WHAT IS EXPECTED
Each record below must be reproduced exactly as it reads, with its images omitted.

Saved entries
++++++

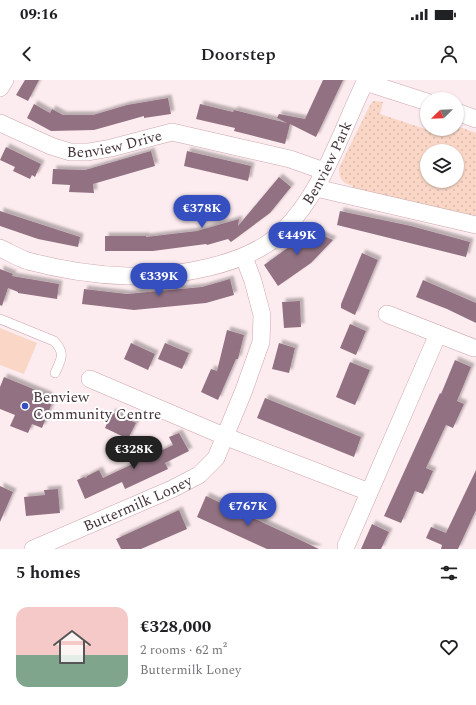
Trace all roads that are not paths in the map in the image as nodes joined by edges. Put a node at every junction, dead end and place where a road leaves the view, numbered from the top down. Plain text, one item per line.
1 (5, 80) edge
2 (365, 81) edge
3 (0, 88) edge
4 (420, 100) edge
5 (464, 115) edge
6 (476, 119) edge
7 (0, 123) edge
8 (324, 171) junction
9 (316, 188) junction
10 (476, 225) edge
11 (0, 248) edge
12 (244, 257) junction
13 (387, 314) dead end
14 (0, 319) edge
15 (438, 334) junction
16 (474, 348) dead end
17 (55, 373) dead end
18 (90, 379) dead end
19 (224, 436) junction
20 (369, 492) junction
21 (346, 546) dead end
22 (33, 549) edge

1 - 3 street
2 - 4 street
2 - 8 street, Benview Park
5 - 6 street
7 - 8 street, Benview Drive
8 - 9 street, Benview Park
9 - 10 street
9 - 12 street, Benview Park
11 - 12 street, Benview Park
12 - 19 street, Buttermilk Loney
13 - 15 street
14 - 17 lane
15 - 16 street
15 - 20 street
18 - 19 street
19 - 20 street
19 - 22 street, Buttermilk Loney
20 - 21 street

++++++

EXERCISE SOLUTION
Trace all roads that are not paths in the map in the image as nodes joined by edges. Put a node at every junction, dead end and place where a road leaves the view, numbered from the top down. Plain text, one item per line.
1 (5, 80) edge
2 (365, 81) edge
3 (0, 88) edge
4 (420, 100) edge
5 (464, 115) edge
6 (476, 119) edge
7 (0, 123) edge
8 (324, 171) junction
9 (316, 188) junction
10 (476, 225) edge
11 (0, 248) edge
12 (244, 257) junction
13 (387, 314) dead end
14 (0, 319) edge
15 (438, 334) junction
16 (474, 348) dead end
17 (55, 373) dead end
18 (90, 379) dead end
19 (224, 436) junction
20 (369, 492) junction
21 (346, 546) dead end
22 (33, 549) edge

1 - 3 street
2 - 4 street
2 - 8 street, Benview Park
5 - 6 street
7 - 8 street, Benview Drive
8 - 9 street, Benview Park
9 - 10 street
9 - 12 street, Benview Park
11 - 12 street, Benview Park
12 - 19 street, Buttermilk Loney
13 - 15 street
14 - 17 lane
15 - 16 street
15 - 20 street
18 - 19 street
19 - 20 street
19 - 22 street, Buttermilk Loney
20 - 21 street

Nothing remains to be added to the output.